Material objects often lie at the heart of a story too: a magic ring, or an inherited house, or a painting in the attic, or a gun over the mantelpiece. Objects can create a focus that serves up purpose and tension, and they can ground the writing in a concrete and specific reality.
These are earthly considerations in the FORM of our writing at a MICRO level: which tangible images and sense perceptions do we select for the characters and settings and objects that populate our stories, and which words do we choose to describe them and make them feel real?
The FORM that writing takes is also a consideration at a MACRO level. I recently blogged about Ursula Guin’s Carrier Bag Theory – what is the larger shape that contains the writing? And at a more detailed level, how might, for example, your book be organised into the narrative units of chapters? Or think about other forms, conceptual or more tangible: the Russian doll format of David Mitchell’s Cloud Atlas, or the separate strands of a braided narrative, or the exchange of letters that makes up an epistolary novel.

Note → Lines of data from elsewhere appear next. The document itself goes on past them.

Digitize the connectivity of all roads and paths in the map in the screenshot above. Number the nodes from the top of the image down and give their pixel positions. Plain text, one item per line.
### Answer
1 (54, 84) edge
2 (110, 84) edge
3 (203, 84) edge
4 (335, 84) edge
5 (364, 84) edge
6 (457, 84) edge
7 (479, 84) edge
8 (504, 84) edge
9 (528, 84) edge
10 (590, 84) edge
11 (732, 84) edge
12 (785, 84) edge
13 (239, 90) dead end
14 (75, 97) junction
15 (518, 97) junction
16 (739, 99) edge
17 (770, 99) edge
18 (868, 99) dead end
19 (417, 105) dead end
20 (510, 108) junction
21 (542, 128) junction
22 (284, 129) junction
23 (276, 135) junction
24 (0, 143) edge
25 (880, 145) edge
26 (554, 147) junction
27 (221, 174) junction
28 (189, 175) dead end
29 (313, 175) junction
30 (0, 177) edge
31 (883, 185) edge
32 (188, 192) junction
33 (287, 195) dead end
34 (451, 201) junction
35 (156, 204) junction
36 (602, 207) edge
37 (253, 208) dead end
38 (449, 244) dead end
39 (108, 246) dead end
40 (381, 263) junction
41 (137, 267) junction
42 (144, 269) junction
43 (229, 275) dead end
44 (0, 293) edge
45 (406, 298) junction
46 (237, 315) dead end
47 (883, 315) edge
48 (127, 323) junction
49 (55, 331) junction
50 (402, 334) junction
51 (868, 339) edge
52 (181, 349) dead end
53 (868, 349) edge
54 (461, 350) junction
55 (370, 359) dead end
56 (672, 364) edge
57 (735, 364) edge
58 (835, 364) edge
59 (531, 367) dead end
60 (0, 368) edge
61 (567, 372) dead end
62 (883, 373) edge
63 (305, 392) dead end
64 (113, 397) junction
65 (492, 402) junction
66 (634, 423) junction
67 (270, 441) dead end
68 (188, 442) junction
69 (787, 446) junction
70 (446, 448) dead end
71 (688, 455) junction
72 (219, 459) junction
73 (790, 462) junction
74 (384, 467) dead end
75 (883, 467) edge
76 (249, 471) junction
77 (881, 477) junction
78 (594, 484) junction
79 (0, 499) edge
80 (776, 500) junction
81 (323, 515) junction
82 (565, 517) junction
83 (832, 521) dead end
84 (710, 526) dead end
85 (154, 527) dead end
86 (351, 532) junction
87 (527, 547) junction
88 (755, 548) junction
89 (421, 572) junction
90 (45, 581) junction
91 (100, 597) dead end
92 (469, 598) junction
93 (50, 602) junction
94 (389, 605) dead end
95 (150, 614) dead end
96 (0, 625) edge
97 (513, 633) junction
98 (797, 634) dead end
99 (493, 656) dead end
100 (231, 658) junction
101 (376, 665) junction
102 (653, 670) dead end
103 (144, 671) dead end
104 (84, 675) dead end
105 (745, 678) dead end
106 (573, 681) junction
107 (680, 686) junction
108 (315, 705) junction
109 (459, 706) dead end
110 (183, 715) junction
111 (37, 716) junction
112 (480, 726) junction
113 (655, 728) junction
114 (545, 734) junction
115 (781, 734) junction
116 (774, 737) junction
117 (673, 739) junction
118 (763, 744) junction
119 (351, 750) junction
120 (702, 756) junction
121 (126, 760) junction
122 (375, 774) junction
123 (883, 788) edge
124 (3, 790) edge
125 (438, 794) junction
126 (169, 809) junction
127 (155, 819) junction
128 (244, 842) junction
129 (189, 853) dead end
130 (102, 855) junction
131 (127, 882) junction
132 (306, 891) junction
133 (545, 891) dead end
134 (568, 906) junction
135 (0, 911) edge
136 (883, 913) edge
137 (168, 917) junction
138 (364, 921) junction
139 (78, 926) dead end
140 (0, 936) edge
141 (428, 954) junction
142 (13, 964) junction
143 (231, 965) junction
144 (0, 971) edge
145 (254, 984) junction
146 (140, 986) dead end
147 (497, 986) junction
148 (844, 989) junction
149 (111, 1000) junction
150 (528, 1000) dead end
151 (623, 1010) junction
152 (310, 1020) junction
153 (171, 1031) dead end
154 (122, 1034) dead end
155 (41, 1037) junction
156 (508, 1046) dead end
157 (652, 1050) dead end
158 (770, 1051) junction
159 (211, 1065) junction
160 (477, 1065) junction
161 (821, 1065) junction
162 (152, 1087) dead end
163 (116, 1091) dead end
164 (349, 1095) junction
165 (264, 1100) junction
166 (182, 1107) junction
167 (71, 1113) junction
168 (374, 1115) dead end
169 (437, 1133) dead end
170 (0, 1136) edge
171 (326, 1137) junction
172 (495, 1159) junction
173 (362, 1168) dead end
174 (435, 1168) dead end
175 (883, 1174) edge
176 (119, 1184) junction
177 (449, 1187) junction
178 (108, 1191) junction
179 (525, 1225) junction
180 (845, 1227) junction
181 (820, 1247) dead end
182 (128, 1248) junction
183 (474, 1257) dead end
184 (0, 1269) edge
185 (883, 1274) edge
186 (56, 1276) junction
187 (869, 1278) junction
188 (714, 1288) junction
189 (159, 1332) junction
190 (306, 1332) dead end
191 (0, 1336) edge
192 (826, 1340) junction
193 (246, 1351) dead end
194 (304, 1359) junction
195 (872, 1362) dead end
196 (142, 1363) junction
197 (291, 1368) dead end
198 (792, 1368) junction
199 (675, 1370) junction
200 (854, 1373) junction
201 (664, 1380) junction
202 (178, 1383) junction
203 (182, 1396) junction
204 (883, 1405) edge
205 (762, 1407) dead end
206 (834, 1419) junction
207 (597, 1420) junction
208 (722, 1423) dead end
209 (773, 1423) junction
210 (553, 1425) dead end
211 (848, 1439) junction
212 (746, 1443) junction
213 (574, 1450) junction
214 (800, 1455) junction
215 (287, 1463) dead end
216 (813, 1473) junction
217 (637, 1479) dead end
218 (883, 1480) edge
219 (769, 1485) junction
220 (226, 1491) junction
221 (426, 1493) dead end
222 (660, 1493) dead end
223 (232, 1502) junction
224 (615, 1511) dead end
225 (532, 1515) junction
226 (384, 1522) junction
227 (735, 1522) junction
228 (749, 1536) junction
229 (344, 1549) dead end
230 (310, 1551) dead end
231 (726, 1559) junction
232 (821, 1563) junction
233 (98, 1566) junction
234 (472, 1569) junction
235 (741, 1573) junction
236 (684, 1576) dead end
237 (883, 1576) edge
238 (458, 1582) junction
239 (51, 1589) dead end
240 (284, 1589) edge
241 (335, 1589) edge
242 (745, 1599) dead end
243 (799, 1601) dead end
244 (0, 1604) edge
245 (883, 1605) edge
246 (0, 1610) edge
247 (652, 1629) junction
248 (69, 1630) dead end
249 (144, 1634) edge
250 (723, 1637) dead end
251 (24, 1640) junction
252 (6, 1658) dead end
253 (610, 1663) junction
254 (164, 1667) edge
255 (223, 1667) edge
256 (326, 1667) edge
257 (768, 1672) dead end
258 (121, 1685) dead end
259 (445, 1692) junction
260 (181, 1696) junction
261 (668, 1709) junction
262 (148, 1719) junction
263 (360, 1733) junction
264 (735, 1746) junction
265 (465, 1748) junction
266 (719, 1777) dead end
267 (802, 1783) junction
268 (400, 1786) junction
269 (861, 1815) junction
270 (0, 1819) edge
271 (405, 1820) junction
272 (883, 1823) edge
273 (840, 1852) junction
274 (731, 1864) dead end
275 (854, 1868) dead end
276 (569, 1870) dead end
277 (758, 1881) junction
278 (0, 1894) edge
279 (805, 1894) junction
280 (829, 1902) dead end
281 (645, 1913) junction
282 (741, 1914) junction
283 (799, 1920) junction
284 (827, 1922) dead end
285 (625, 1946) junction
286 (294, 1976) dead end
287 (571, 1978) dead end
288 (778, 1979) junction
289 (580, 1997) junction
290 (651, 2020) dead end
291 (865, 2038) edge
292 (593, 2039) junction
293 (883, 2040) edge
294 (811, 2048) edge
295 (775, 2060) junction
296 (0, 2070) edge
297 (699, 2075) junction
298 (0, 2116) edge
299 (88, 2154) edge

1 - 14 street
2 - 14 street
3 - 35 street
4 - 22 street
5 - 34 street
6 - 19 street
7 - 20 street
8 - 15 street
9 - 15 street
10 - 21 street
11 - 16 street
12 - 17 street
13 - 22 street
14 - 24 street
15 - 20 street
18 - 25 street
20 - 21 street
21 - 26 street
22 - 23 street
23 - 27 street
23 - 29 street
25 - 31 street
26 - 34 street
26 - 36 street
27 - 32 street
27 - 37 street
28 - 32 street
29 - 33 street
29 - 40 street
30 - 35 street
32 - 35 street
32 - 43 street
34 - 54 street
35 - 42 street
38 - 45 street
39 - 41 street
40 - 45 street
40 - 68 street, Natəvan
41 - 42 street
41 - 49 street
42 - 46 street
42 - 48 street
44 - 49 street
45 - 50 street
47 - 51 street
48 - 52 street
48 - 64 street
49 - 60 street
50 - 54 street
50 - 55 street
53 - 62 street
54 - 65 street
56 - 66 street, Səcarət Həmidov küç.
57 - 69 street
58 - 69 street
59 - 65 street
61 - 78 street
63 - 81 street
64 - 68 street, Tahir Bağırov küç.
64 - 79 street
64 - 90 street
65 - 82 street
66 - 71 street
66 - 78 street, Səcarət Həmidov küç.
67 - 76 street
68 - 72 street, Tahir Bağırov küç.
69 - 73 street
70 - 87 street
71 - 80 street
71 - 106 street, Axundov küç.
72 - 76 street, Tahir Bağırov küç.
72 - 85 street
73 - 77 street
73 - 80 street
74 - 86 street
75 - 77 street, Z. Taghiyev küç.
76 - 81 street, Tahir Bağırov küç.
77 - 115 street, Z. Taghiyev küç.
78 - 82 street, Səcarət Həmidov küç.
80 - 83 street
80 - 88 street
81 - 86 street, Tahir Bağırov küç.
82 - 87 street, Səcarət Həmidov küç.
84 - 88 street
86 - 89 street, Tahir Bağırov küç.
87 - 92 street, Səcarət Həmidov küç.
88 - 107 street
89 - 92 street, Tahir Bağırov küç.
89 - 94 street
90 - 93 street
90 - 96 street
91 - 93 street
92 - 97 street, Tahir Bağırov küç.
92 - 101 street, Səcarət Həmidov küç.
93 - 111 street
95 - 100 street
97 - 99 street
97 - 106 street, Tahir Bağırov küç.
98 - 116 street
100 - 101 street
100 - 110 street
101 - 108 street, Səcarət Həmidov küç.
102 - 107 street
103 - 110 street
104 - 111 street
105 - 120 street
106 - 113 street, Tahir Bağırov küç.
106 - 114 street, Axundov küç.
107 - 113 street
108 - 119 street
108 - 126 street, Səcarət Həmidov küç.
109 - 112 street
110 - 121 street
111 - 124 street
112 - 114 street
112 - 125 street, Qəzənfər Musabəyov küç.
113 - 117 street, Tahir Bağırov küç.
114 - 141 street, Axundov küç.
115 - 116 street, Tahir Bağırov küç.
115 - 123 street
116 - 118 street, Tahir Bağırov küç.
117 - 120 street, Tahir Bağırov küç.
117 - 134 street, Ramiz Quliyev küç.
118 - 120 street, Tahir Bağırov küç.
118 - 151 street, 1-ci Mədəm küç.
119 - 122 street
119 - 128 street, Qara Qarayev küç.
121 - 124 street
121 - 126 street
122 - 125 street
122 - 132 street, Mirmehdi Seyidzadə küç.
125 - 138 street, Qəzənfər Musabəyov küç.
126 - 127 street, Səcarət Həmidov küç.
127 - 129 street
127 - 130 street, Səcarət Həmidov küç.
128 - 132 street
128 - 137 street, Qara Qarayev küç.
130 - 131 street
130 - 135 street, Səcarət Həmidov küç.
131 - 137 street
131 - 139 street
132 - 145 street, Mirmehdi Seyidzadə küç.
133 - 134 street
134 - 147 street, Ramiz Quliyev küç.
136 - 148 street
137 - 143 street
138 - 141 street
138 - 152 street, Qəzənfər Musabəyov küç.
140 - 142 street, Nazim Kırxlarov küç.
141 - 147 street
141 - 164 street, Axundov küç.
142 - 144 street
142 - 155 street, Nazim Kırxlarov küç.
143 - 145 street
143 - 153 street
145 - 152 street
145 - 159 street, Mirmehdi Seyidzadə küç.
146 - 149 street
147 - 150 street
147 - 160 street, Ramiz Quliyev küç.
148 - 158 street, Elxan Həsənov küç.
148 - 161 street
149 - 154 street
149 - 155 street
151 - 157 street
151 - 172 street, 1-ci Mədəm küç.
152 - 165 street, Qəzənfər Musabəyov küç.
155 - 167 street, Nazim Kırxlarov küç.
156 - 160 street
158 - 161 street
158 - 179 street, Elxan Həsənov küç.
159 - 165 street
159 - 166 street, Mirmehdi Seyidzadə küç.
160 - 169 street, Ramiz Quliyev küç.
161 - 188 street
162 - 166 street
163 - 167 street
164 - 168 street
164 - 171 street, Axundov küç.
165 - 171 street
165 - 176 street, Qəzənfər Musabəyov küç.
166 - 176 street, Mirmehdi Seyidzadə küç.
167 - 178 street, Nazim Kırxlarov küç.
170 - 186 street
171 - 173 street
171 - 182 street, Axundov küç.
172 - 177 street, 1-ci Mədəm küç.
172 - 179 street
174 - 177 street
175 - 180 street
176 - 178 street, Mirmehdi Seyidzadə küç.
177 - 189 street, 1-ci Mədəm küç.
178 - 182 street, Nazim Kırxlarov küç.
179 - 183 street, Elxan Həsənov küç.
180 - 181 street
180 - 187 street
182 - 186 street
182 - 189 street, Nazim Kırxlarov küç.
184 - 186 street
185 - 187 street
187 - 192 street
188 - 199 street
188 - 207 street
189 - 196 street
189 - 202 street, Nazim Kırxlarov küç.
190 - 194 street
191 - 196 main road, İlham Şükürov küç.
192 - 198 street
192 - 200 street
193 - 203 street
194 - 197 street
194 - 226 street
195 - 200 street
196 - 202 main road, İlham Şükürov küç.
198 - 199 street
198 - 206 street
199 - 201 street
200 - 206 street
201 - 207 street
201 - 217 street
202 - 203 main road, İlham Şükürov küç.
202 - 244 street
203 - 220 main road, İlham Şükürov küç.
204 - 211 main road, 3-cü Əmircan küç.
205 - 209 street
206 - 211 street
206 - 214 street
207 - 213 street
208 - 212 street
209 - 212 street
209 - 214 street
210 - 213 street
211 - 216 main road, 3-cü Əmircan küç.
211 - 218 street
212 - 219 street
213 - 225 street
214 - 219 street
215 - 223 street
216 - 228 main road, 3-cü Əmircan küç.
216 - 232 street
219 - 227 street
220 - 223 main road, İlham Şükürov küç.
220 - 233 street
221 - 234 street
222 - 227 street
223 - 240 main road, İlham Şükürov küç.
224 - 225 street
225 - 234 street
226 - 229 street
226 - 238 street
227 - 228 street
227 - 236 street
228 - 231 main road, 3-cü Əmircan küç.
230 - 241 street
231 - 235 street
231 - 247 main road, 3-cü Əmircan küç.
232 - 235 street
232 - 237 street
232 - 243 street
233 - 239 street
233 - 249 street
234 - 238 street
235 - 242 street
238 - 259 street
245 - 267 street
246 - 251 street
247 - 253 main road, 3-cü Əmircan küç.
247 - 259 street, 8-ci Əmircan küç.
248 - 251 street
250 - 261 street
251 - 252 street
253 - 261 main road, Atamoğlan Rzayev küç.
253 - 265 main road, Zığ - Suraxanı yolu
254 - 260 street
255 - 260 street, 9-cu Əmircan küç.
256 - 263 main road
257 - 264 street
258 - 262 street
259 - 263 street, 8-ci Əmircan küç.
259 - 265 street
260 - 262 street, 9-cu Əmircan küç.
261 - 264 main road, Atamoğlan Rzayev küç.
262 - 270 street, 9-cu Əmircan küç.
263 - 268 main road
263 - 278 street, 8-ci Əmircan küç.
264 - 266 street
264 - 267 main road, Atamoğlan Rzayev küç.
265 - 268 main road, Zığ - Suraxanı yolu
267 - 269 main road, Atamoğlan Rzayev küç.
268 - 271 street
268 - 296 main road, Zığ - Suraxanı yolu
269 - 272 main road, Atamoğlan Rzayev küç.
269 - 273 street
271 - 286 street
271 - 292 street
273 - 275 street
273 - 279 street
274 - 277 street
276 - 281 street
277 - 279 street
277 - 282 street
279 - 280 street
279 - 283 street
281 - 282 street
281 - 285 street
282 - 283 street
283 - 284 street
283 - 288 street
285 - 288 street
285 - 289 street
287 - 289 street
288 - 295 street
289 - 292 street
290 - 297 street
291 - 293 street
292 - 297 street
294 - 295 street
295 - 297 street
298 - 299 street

Earth is also associated with ACTION: some physical gesture or action set in motion when we add the energy and purpose of Fire. Think about the acts of sex and violence that feature in so many stories, or more subtly the earthly gestures of a kiss or the signing of a contract.
As a writing experiment: bring some of these aspects of Earth together by writing a letter in response to the compassionate letter from the Water exercise Yours Compassionately.
Make this letter contain a material action as well as a material object that somehow serves as a focus to ground the writing: a thank you for a tangible gift, notification of an inheritance, the finding of a body, a ladder someone’s walked under or fallen off, a wrong envelope.
Importantly, think about the exchange created between these letters: what is sent and what is received? What is given, and what is taken?
*Update from tomorrow: the smell of onions lingering on the seal of the pressure cooker, and the tang of vinegar and the drying effect of bicarbonate of soda you’re using to try to remove said smell …
Brilliant.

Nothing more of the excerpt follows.